Github user felixcheung commented on a diff in the pull request:

    https://github.com/apache/spark/pull/14639#discussion_r75347400
  
    --- Diff: R/pkg/R/sparkR.R ---
    @@ -344,6 +344,7 @@ sparkRHive.init <- function(jsc = NULL) {
     #' @note sparkR.session since 2.0.0
     sparkR.session <- function(
       master = "",
    +  deployMode = "",
    --- End diff --
    
    Hmm, I think the standard way to do that in Spark is to have the deploy 
mode config:
    YARN cluster
    master=yarn
    deploy-mode=cluster
    
    YARN client
    master=yarn
    deploy-mode=client
    
    deploy-mode is default to client.
    
    In this as on the SparkSession API does it make sense to support 
deploy-mode cluster though? When running in the YARN cluster mode the driver 
JVM starts and then its companion R process. The R SparkSession API could not 
be able to change the master or the deploy-mode at the point R code is running? 

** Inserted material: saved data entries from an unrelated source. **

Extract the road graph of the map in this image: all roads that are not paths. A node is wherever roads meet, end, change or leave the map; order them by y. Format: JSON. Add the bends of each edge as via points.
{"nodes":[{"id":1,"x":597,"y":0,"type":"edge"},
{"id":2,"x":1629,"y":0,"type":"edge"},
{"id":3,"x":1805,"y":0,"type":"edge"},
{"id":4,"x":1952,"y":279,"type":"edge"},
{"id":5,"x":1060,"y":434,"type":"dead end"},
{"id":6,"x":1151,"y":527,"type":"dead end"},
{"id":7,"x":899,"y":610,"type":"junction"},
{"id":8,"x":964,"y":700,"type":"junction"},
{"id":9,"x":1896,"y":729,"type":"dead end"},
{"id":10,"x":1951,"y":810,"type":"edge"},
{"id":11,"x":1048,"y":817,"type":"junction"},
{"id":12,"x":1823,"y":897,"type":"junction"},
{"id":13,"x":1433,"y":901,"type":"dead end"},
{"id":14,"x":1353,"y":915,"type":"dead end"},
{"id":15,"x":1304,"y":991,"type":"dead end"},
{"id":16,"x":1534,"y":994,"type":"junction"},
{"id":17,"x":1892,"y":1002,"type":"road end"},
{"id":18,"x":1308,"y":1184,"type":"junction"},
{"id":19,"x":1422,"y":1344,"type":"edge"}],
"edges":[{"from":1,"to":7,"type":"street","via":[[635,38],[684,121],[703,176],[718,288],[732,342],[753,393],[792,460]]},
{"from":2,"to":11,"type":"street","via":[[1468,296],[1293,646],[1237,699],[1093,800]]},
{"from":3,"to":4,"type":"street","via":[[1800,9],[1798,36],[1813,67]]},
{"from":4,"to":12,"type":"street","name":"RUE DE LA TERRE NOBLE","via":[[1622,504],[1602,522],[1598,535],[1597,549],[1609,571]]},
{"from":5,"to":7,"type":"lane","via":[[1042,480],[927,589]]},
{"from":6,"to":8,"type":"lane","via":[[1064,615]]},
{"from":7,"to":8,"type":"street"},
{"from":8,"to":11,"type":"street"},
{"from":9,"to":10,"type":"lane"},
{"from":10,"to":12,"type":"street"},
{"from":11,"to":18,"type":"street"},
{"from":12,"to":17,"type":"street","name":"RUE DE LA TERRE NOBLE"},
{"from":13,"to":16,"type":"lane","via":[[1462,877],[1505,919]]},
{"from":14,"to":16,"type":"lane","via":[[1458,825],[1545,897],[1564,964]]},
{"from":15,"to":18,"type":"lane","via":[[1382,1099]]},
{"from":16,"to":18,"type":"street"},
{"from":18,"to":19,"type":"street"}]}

(Unless we want to support a remote R process connecting to the Spark driver 
running in the YARN cluster - another JIRA on this)
    
    In any other case only master is used (standalone, mesos).
    
    I think now one could still set spark.deployMode in the named list (though 
again won't be effective).
    
    Perhaps we just document this in the programming guide regrading how to use 
the SparkSession R API with YARN?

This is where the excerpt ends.